----- INPUT -----

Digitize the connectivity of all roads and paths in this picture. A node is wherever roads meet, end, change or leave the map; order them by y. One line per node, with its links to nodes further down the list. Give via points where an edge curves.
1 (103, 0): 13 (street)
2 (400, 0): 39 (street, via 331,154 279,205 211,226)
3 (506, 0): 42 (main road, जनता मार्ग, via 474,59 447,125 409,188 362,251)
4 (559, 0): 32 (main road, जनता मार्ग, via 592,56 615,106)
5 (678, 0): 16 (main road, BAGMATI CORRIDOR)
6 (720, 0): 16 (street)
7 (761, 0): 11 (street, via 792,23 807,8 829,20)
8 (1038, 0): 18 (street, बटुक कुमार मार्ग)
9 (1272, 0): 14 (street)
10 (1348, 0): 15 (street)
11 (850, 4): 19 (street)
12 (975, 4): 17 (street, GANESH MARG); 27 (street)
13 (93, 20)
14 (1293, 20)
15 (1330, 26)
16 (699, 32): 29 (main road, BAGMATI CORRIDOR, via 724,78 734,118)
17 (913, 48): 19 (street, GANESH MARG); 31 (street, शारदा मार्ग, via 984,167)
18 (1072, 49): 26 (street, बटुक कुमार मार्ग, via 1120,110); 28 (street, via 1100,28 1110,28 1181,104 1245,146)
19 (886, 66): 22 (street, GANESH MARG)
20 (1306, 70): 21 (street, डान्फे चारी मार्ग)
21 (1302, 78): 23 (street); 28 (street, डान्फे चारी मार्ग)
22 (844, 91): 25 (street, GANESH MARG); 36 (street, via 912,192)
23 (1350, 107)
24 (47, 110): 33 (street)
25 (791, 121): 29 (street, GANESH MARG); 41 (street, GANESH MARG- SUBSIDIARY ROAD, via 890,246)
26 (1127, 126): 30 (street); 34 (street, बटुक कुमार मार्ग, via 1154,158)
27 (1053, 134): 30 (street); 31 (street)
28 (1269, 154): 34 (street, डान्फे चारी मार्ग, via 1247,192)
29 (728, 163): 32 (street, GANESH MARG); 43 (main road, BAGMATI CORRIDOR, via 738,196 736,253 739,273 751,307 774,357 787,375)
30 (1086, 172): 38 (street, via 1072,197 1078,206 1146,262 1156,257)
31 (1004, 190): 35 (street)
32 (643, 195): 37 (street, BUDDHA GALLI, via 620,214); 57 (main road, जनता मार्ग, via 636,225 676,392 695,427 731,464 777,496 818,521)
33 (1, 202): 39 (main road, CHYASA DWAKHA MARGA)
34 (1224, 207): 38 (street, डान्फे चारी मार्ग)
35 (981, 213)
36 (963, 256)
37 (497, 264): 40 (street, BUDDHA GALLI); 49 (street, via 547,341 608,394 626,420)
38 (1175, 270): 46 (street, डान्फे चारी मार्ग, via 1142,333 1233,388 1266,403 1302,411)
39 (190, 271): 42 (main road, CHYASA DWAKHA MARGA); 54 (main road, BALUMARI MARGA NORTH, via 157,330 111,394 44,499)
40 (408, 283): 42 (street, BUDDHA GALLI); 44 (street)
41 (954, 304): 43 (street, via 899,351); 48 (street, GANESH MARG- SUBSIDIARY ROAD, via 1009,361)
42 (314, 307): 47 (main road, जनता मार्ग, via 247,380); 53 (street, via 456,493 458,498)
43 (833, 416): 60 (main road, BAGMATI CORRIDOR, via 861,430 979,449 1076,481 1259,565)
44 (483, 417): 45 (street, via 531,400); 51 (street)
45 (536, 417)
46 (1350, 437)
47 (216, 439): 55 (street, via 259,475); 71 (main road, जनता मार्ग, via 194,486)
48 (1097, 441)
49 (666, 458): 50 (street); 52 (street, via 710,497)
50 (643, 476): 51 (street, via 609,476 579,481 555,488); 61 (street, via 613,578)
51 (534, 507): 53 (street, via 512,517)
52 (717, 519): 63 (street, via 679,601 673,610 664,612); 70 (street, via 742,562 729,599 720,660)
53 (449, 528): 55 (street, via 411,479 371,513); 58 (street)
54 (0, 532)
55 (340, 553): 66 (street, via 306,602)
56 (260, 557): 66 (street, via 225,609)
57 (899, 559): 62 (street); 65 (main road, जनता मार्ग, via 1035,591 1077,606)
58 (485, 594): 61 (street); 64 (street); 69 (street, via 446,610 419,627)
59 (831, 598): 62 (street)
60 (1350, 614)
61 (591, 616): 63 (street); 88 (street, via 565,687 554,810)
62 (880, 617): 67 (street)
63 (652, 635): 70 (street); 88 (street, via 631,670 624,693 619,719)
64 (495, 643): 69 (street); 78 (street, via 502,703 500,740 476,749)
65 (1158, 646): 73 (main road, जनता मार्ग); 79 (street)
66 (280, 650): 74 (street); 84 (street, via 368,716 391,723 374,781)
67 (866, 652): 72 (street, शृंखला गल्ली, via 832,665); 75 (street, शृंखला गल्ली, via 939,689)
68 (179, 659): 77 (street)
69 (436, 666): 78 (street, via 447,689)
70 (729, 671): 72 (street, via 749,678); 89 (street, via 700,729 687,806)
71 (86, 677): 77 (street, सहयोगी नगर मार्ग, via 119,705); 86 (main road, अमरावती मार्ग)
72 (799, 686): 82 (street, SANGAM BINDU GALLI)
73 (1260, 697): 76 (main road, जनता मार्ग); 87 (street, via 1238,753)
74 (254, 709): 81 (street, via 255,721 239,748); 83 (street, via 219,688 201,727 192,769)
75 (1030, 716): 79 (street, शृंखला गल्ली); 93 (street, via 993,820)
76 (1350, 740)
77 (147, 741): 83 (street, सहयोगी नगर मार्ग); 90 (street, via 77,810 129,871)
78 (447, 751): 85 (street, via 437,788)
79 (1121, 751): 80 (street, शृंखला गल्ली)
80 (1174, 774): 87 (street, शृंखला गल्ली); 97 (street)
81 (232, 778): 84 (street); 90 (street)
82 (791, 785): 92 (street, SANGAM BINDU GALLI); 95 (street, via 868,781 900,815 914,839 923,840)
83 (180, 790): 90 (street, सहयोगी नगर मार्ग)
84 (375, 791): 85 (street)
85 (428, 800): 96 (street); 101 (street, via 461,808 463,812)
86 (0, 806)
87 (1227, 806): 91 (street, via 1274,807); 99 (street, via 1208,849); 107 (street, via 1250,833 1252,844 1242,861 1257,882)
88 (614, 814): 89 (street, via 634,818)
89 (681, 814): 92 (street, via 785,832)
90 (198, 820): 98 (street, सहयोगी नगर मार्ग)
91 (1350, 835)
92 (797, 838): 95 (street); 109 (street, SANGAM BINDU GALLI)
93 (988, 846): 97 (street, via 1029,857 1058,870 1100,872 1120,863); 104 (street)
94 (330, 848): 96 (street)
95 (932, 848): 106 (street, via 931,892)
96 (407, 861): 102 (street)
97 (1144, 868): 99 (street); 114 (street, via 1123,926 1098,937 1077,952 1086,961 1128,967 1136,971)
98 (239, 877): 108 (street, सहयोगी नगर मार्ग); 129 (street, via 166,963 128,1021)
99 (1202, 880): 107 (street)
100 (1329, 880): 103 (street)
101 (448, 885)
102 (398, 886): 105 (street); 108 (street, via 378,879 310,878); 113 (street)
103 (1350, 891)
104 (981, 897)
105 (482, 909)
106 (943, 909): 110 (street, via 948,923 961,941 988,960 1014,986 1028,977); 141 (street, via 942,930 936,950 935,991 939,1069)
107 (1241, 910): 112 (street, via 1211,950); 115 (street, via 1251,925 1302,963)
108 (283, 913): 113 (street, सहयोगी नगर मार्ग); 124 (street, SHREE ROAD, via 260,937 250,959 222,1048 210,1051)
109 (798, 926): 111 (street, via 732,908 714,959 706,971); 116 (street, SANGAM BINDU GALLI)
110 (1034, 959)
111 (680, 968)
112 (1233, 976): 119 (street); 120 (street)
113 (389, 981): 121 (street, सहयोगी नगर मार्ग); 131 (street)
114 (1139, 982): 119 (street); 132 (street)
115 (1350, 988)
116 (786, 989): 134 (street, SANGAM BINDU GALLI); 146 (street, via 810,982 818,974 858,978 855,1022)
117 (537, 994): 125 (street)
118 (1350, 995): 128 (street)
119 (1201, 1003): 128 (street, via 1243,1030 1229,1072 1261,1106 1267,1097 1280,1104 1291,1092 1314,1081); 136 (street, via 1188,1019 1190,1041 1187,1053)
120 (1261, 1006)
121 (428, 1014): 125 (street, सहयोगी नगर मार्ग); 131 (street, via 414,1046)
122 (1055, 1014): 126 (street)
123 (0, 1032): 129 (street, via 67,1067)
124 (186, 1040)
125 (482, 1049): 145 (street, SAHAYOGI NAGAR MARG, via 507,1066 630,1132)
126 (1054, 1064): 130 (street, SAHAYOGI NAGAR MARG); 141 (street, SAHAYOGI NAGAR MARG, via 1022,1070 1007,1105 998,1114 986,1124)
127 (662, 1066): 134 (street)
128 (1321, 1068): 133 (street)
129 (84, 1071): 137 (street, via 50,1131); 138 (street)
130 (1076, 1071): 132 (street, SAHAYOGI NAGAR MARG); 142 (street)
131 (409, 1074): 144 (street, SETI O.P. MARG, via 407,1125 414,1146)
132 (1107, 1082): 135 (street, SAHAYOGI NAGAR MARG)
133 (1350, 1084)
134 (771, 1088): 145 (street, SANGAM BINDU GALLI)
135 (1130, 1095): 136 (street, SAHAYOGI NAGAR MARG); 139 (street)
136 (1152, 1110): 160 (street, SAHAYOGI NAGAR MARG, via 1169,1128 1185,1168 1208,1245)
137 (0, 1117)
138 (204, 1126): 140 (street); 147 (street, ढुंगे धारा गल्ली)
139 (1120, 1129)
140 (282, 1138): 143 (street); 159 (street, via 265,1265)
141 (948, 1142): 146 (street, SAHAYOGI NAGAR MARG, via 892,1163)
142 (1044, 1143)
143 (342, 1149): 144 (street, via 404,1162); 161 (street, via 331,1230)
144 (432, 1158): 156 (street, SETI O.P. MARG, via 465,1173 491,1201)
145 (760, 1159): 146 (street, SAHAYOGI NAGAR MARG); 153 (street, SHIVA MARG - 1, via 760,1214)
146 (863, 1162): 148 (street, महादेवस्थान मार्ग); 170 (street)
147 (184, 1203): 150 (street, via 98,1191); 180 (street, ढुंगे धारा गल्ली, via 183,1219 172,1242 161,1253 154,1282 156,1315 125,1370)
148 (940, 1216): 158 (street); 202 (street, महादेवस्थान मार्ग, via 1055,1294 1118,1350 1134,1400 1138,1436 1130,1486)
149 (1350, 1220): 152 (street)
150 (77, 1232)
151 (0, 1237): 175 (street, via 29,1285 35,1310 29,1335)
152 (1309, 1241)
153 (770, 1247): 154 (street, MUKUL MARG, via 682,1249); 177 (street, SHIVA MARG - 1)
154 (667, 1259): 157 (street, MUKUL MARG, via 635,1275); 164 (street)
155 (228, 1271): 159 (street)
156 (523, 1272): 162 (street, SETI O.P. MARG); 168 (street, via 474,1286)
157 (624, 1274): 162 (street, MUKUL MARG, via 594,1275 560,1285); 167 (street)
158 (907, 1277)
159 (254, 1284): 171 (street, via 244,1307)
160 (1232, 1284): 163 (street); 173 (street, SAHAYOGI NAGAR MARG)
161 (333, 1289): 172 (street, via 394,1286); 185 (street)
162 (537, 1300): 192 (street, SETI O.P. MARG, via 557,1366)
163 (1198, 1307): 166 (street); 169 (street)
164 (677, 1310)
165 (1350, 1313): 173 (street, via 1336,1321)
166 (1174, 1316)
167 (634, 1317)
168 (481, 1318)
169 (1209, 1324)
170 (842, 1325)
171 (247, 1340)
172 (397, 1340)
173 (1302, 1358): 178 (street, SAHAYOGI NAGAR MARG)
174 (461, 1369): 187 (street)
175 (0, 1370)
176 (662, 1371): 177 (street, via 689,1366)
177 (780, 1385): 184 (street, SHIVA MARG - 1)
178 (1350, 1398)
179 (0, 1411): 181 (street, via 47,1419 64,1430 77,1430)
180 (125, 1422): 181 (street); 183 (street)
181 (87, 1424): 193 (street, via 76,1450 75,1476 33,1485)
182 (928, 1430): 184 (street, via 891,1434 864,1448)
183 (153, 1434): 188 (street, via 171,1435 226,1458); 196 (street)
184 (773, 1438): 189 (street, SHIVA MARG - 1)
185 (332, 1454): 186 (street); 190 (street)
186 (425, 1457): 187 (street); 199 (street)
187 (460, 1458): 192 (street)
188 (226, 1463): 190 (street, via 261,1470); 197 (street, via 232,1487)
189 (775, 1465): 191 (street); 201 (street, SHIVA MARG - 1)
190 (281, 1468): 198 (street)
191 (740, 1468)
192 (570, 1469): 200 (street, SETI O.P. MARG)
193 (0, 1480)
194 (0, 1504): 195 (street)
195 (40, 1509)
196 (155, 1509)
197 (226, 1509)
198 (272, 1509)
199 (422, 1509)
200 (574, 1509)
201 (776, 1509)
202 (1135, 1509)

-----

WHAT THE EXERCISE ASKS ->
Write out every line of the entries that holds the word "GANESH".

YOUR SOLUTION ->
12 (975, 4): 17 (street, GANESH MARG); 27 (street)
17 (913, 48): 19 (street, GANESH MARG); 31 (street, शारदा मार्ग, via 984,167)
19 (886, 66): 22 (street, GANESH MARG)
22 (844, 91): 25 (street, GANESH MARG); 36 (street, via 912,192)
25 (791, 121): 29 (street, GANESH MARG); 41 (street, GANESH MARG- SUBSIDIARY ROAD, via 890,246)
29 (728, 163): 32 (street, GANESH MARG); 43 (main road, BAGMATI CORRIDOR, via 738,196 736,253 739,273 751,307 774,357 787,375)
41 (954, 304): 43 (street, via 899,351); 48 (street, GANESH MARG- SUBSIDIARY ROAD, via 1009,361)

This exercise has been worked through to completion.